Someone developing a patient-controlled medical information portal?
July 30, 2021 11:20 AM   Subscribe

Help me find the person/company developing a patient controlled medical history portal, please

Between my spouse and I, I think we have seven doctors and five different "patient portals". The quantity of information entry varies widely, from "we're just using this for messaging to/from patients" to "we enter everything we have a copy of" and the quality of the information is variable at all. In the past week (maybe two) we were working on something and heard a person on television talking about yet another patient portal - but this one was controlled by patients, and their doctors would each have to learn to use it.

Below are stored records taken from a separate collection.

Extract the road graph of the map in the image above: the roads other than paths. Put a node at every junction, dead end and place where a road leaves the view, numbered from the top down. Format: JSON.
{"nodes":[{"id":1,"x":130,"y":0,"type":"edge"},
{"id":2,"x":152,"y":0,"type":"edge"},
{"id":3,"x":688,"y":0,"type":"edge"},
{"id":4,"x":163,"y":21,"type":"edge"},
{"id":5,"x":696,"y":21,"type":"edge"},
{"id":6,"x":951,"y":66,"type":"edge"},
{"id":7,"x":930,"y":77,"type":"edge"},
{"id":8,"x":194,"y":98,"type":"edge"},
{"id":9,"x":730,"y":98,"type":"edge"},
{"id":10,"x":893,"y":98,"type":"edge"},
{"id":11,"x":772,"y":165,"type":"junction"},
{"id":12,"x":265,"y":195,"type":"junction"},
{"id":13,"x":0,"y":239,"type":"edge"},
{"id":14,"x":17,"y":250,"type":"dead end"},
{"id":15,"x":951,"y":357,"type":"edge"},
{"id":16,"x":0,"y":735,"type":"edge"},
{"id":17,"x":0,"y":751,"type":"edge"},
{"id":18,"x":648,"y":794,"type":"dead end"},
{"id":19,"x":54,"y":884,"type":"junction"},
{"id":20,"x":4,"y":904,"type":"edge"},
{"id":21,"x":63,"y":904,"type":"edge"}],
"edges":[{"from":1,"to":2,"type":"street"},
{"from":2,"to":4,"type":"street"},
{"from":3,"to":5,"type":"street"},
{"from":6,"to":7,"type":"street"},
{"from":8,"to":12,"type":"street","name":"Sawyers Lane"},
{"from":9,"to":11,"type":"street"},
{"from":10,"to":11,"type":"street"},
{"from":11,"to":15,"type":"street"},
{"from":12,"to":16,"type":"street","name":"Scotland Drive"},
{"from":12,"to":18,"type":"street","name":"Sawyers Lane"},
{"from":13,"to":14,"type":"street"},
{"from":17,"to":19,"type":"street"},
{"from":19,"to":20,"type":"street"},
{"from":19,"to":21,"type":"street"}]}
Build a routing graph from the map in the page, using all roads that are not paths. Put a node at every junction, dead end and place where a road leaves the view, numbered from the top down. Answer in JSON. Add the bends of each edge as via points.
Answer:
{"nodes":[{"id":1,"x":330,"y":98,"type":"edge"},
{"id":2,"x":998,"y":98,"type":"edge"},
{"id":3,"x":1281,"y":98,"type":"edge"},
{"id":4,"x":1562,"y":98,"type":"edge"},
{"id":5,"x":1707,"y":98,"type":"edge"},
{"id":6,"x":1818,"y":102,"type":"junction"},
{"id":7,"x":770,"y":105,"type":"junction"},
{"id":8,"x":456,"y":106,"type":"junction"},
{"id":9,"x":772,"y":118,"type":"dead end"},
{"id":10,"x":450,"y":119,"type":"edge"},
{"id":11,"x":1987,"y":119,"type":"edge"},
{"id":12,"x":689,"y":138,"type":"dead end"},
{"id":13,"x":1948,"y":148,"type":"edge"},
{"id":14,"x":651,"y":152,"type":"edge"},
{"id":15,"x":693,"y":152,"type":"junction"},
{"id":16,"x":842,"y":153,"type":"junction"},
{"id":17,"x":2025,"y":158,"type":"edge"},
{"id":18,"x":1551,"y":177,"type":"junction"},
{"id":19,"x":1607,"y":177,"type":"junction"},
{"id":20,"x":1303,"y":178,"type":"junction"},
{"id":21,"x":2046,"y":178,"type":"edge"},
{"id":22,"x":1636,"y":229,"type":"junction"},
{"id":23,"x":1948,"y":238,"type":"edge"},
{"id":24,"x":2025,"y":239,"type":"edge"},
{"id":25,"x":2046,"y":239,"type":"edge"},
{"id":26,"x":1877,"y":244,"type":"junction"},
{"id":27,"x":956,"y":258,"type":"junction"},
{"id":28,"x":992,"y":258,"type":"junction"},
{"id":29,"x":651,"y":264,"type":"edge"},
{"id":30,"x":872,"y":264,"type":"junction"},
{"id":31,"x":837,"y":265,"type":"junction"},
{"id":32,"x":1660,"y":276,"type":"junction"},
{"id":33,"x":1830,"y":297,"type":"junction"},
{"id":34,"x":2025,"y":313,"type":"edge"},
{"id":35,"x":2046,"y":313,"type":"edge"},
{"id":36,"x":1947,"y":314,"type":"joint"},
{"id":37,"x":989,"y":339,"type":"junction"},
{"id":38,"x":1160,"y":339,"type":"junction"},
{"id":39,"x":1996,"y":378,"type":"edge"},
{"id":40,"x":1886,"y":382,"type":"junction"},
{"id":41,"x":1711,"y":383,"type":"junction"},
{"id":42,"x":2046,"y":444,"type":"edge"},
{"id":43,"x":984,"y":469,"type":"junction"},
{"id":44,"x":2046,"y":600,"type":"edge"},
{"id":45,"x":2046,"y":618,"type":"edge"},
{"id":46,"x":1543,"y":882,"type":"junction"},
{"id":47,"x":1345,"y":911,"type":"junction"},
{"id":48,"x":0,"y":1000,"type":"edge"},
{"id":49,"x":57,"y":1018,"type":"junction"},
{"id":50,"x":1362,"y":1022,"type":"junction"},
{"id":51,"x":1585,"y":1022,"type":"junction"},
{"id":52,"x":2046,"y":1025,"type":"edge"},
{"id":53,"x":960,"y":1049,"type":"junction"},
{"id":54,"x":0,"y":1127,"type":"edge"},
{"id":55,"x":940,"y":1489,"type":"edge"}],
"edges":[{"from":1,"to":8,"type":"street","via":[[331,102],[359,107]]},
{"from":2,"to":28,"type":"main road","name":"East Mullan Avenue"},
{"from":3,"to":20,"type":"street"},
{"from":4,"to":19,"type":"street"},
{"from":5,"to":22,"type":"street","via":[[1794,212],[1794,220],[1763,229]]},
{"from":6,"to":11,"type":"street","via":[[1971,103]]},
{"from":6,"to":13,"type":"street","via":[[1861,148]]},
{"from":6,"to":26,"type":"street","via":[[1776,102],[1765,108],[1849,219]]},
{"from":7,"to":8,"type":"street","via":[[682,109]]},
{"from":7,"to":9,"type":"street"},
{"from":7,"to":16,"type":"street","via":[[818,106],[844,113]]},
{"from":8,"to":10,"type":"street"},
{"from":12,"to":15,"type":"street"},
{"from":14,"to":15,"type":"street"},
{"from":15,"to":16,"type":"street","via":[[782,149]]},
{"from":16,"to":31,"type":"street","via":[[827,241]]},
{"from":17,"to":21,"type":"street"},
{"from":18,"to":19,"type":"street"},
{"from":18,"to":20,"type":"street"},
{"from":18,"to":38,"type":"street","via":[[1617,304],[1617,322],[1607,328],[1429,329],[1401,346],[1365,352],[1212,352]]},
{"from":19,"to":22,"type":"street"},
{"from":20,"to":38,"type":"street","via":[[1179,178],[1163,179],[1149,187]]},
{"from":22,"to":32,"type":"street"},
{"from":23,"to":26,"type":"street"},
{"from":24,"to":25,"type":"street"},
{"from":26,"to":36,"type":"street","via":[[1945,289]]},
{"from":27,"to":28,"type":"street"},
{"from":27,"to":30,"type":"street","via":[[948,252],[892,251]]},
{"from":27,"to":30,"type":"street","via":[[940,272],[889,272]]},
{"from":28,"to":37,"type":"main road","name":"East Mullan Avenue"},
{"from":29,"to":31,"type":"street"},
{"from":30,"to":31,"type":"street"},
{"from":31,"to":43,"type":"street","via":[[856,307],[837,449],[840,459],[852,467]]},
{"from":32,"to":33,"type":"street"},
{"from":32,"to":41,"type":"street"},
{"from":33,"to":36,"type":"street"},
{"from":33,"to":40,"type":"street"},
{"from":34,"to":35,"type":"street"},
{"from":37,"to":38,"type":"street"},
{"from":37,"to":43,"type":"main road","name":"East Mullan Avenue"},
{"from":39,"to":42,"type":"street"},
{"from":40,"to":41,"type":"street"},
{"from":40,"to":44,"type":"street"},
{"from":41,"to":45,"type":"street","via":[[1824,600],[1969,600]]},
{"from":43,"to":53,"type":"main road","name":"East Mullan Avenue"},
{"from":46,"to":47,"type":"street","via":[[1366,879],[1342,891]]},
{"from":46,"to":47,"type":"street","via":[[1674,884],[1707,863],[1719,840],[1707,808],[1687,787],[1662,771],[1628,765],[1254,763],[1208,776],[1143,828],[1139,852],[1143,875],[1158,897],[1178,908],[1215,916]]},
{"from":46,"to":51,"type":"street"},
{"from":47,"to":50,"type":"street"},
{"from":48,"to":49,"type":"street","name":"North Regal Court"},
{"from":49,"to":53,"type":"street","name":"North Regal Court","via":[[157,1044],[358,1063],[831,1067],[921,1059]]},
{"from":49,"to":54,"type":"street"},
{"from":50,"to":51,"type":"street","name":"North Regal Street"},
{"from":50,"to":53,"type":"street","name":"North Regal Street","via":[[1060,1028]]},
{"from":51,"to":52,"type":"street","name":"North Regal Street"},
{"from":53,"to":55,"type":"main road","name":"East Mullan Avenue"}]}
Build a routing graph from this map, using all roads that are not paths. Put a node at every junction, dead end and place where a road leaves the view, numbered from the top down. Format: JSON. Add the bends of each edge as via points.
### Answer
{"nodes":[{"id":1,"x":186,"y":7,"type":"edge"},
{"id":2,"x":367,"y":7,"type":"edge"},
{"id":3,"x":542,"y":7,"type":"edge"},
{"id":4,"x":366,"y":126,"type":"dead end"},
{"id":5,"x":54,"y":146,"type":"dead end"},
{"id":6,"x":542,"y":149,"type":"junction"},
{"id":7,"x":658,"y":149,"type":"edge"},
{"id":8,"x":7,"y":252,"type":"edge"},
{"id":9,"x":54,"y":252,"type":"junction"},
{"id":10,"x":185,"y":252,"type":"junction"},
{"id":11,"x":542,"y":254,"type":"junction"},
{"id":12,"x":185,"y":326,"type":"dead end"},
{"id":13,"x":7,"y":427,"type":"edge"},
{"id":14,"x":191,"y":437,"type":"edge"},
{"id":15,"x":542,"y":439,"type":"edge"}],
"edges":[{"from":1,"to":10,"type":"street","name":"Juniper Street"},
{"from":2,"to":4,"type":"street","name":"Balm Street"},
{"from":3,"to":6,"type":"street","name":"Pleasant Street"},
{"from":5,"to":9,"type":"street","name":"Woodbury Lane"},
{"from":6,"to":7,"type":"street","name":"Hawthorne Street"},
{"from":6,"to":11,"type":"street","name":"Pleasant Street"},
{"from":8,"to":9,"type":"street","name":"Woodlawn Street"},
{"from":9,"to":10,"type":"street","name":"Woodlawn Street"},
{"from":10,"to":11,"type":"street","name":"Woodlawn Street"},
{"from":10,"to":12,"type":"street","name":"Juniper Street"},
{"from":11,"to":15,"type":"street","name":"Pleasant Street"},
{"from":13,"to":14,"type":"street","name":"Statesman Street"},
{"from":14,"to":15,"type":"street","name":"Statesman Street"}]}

It makes so much more sense, to me, to have _one_ portal with _one_ copy of my medical history that I'd like to find out more - but I don't know who this person is or what their portal's name was. Does this sound familiar to anyone?
posted by TimHare to Health & Fitness (4 answers total) 3 users marked this as a favorite
 
My spouse has considered this idea, but the difficulties in keeping records confidential over a larger network make this type of portal almost impossible. Case in point.
posted by mrfuga0 at 11:57 AM on July 30, 2021


This does not exist in the US. The situation is only marginally better in countries with sane healthcare systems. Electronic Health Records are the great white whale of technology problems. For why see Why Doctors Hate Their Computers in the New Yorker.
posted by caek at 8:55 PM on July 30, 2021


Best answer: Yeah, I saw this on CBS:
https://www.cbsnews.com/news/ciitizen-tech-entrepreneur-works-to-help-patients-communicate-health-history/

(but as others have noted, don't hold your breath -- people have been working on this for decades, nothing every seems to really change)
posted by Bron at 12:20 PM on July 31, 2021


Response by poster: Thank you, Bron, that was the segment I remembered. The site mentioned is Citizen which seems to be cancer-focused although that is at first glance. It does seem to be a start, but as everyone else has said, this is a knotty problem. I worked in tech for decades so I understand some of the challenges better than most, although one of the big challenges is not tech, but rather adoption by health care providers and organizations.